Basically, they are sticking their noses into other people’s business.

You might ask, why don’t people just ignore it? Why not just walk on by?

For one thing, it’s unfair to put the onus on the people being harassed to just avoid it, instead of addressing the behaviour of those doing the harassment.

If you’ve been bullied or harassed you already know how difficult and ineffective it is just to pretend it is not happening. The majority of people seeking abortion care are women, who are likely all too aware of the heart-pounding terror of having a man scream at you on the street. Trans and nonbinary people often face even more harassment in their daily life, and research clearly demonstrates that abuse like that has very real negative impacts on mental and physical health.

The fact that harassment is common doesn’t mean that we should accept it as an inevitable opportunity cost of existing with a uterus in our society.

“But what about freedom of speech?” you might ask.

The conflation of harassing people with freedom of expression is a study in misogyny.

It is an example of terrible behaviour that women are just expected to put up with, because the powers that regulate public behaviour, like the law or the police or Parliament, don’t consider the dangers, indignities, and microagressions women and gender minorities endure on a daily basis to be as important as traditionalists’ right to inflict them.

We need safe areas to ensure that people can go to their doctor’s appointments without being harassed. If someone wants to engage with anti-abortion activists, they can go talk to them – they would only be 150 meters away. But those who don’t wish to engage deserve to be left in peace.

Many people do not realise how daunting harassment can be. People who speak to me about their abortions almost always remember their fear of being harassed. It looms large in the imagination because of the stigma that still surrounds abortions. We as a society perpetuate that stigma when we decide that the right of people to express their views via harassment is more important than someone else’s right to seek medical care safely.

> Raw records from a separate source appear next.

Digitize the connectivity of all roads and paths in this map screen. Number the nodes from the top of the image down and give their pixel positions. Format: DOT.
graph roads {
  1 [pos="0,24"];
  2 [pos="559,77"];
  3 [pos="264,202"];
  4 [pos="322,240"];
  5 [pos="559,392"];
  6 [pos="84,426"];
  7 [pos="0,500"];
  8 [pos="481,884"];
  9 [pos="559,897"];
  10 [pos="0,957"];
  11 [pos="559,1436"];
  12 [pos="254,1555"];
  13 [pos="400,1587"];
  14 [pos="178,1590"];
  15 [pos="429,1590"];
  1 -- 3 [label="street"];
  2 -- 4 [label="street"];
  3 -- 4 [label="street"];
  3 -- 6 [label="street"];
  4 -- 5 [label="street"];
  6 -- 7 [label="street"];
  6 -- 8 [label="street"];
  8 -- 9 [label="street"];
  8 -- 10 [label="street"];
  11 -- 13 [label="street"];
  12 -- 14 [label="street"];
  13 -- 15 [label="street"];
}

One problem with the bill is the high bar for establishing a safe area. It requires an Order in Council on the recommendation of the Ministers of Health and Justice. To create just one safe area around one facility.

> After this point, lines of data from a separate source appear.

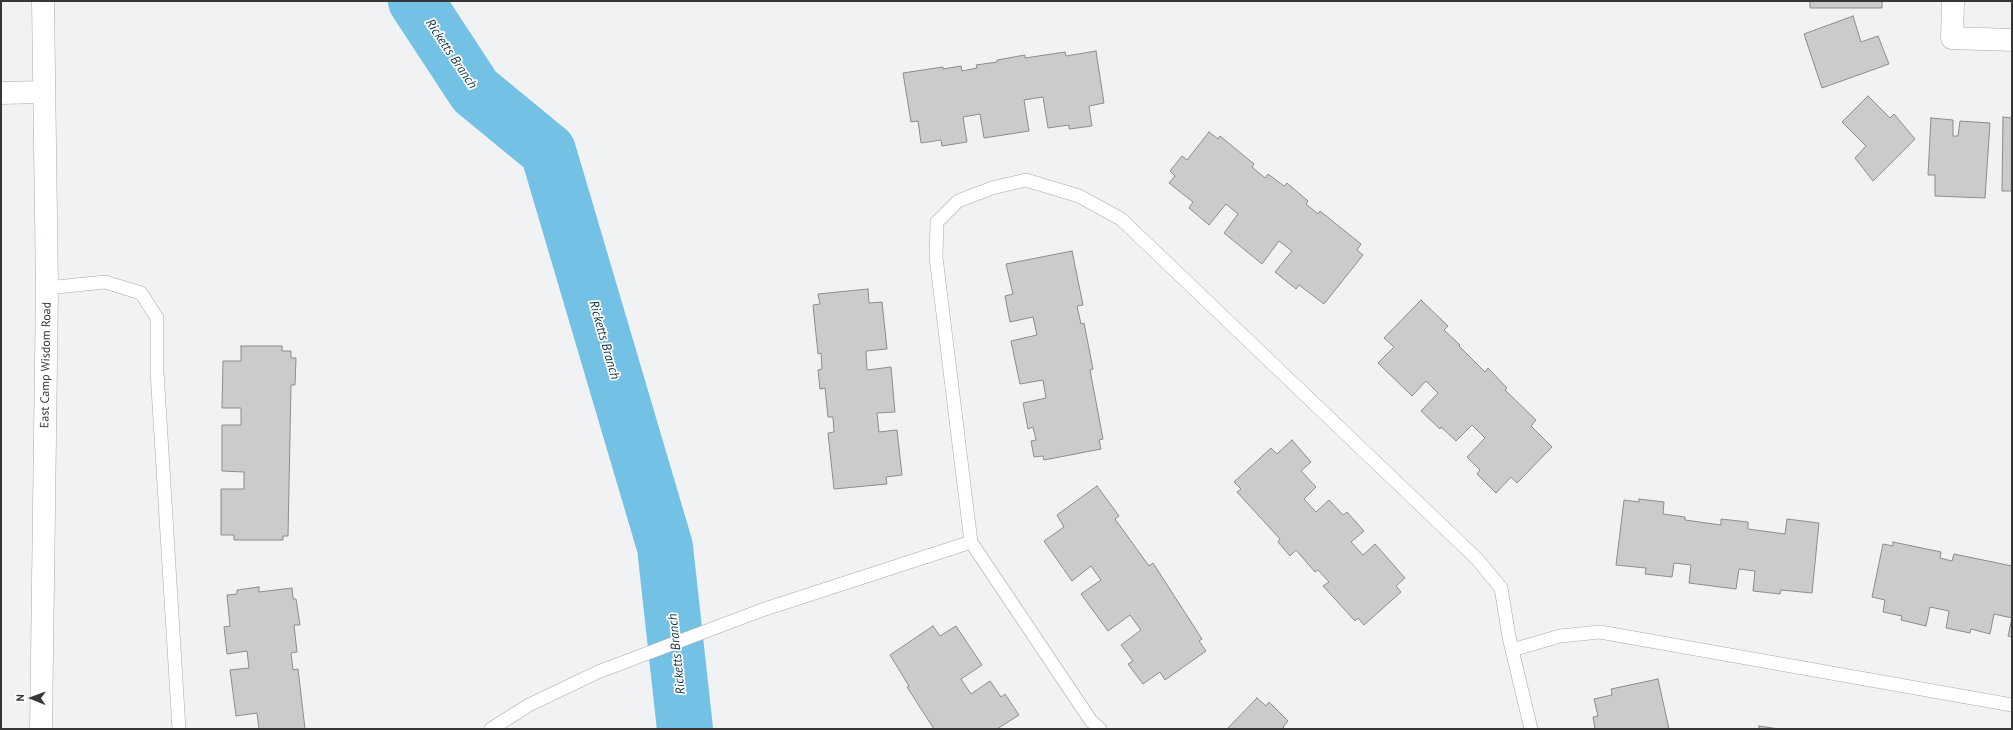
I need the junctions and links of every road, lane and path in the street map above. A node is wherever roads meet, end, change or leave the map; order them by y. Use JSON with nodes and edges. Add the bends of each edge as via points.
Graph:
{"nodes":[{"id":1,"x":43,"y":1,"type":"edge"},
{"id":2,"x":1953,"y":1,"type":"edge"},
{"id":3,"x":2012,"y":40,"type":"edge"},
{"id":4,"x":43,"y":92,"type":"junction"},
{"id":5,"x":1,"y":93,"type":"edge"},
{"id":6,"x":47,"y":288,"type":"junction"},
{"id":7,"x":971,"y":542,"type":"junction"},
{"id":8,"x":1512,"y":650,"type":"junction"},
{"id":9,"x":2012,"y":705,"type":"edge"},
{"id":10,"x":41,"y":729,"type":"edge"},
{"id":11,"x":179,"y":729,"type":"edge"},
{"id":12,"x":491,"y":729,"type":"edge"},
{"id":13,"x":1100,"y":729,"type":"edge"},
{"id":14,"x":1531,"y":729,"type":"edge"}],
"edges":[{"from":1,"to":4,"type":"main road","name":"East Camp Wisdom Road"},
{"from":2,"to":3,"type":"main road","via":[[1952,38]]},
{"from":4,"to":5,"type":"main road"},
{"from":4,"to":6,"type":"main road","name":"East Camp Wisdom Road"},
{"from":6,"to":10,"type":"main road","name":"East Camp Wisdom Road"},
{"from":6,"to":11,"type":"lane","via":[[105,282],[141,293],[157,318],[157,371]]},
{"from":7,"to":8,"type":"lane","via":[[936,257],[937,222],[958,201],[992,188],[1026,180],[1079,196],[1121,219],[1477,559],[1501,588]]},
{"from":7,"to":12,"type":"lane","via":[[762,610],[598,672],[529,705]]},
{"from":7,"to":13,"type":"lane","via":[[1091,721]]},
{"from":8,"to":9,"type":"lane","via":[[1560,636],[1600,632]]},
{"from":8,"to":14,"type":"lane"}]}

These ministers are already extremely busy. Let’s be honest – how are they going to be able to consider requests of this nature from all the clinics and surgeries likely to be affected? Not to mention the doctors, nurses, and other staff of clinics and surgeries who will have to spend time advocating for their right to go to work without being harassed, instead of providing medical care.

To improve access to currently underserved areas, the Ministry of Health will likely try to persuade trained GPs and nurse practitioners in local surgery settings to provide early medical abortion care. But how many local surgeries will sign on to that if they cannot be protected from harassment unless they manage to get their very own Order in Council?

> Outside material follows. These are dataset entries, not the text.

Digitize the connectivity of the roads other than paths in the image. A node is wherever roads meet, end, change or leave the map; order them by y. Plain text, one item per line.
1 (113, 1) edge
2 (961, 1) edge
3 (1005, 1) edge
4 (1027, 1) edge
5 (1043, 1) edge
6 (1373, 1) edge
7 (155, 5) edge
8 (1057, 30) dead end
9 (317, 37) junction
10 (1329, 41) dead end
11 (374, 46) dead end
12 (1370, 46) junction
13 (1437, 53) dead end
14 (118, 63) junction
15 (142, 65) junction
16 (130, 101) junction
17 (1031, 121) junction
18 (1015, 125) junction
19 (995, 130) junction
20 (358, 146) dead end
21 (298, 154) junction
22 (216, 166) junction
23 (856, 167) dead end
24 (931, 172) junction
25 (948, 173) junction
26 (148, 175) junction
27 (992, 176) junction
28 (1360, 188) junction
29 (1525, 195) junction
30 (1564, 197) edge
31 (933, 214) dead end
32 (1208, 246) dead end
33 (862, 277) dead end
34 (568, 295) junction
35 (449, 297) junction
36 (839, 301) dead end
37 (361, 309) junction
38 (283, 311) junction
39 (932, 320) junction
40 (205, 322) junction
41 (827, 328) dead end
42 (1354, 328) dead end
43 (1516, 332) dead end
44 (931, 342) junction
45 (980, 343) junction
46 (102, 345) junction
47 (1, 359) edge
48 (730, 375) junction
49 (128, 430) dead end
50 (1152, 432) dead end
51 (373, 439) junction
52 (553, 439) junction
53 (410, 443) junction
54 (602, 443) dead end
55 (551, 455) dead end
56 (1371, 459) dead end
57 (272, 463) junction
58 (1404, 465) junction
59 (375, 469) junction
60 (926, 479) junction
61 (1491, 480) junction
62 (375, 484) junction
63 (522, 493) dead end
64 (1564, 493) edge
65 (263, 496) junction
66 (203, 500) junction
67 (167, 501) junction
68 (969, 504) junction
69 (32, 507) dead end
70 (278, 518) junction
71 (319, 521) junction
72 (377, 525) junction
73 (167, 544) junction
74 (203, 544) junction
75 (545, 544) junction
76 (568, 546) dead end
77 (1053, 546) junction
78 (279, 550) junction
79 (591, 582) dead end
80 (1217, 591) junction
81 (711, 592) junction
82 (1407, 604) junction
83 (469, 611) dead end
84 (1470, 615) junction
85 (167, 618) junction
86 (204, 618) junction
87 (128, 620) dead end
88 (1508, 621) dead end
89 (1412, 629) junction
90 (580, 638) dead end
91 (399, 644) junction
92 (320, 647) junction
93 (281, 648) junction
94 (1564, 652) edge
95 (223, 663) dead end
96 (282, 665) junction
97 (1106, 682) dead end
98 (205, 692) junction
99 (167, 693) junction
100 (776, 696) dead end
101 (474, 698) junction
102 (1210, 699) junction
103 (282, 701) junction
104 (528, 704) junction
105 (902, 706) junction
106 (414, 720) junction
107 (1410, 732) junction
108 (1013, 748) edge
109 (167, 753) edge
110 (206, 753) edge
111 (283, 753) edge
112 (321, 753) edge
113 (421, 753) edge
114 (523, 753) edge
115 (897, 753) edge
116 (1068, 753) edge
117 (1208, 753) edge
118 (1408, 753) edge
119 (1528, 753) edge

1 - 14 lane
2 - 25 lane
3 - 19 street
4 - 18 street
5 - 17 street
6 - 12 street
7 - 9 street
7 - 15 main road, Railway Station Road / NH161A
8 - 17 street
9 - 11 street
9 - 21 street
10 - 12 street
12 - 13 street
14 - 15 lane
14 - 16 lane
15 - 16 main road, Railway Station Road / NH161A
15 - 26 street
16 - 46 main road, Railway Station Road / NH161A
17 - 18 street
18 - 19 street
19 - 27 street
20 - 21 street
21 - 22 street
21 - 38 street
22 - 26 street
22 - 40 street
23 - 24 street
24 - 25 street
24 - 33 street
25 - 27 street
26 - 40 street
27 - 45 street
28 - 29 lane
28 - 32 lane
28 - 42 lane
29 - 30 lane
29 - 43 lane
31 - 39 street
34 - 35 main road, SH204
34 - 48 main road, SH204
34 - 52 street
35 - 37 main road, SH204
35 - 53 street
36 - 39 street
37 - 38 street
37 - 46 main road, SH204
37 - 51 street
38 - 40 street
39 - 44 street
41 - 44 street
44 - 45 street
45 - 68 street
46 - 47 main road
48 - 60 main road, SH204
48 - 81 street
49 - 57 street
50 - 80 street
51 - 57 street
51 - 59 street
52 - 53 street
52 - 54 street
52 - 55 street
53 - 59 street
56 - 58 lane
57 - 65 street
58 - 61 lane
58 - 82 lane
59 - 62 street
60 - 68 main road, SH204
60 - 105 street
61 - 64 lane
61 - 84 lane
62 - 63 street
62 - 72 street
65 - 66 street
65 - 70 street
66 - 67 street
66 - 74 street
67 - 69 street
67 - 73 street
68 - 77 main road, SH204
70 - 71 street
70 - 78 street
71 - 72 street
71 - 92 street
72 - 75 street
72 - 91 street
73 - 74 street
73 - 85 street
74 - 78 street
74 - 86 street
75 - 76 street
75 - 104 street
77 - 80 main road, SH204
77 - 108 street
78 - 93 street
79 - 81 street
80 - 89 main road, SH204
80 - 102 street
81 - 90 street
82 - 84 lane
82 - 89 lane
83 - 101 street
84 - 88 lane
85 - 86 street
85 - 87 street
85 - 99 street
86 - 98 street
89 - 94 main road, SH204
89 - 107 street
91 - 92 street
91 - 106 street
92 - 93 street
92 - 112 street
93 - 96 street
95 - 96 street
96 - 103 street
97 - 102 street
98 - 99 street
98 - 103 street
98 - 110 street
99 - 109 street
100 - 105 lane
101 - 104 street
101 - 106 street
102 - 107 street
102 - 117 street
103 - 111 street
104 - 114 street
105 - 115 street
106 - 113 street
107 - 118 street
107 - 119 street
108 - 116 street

How will applicants for safe areas be required to demonstrate they satisfy the criteria? Will they be able to apply pre-emptively, so that they can be protected as soon as they start offering some form of abortion care? Or will they, and their patients, have to suffer actual pain, humiliation, and abuse for the minister to be able to consider their application? Has the government given up on preventing harm?

It is not acceptable to treat patients and providers as collateral damage on the path to establishing a safe area.

Another problem crops up when trying to hold someone accountable for violating a safe area. People engaging in intimidating behaviour can only be held accountable if both limbs of the statutory test are satisfied: 1) the suspect intended to cause emotional distress; and, 2) a reasonable person would find their behaviour emotionally distressing.

How do you prove a person intended to cause emotional distress? Ask any old geezer yelling “keep your legs closed” outside an abortion service what his intent was, and he will tell you all about “sidewalk counselling” and “loving them both.”

Since no anti-abortion protester is likely to admit they intend their actions to cause distress, the first limb of the test will never be satisfied. Unless that “and” becomes an “or” you might as well delete the whole subsection.

The government is on the right track with making safe areas possible. But they need to be much more realistic about implementing them. It’s unjust to expect people to suffer pain, humiliation, and harassment while they wait for the government to decide their rights are worth protecting too.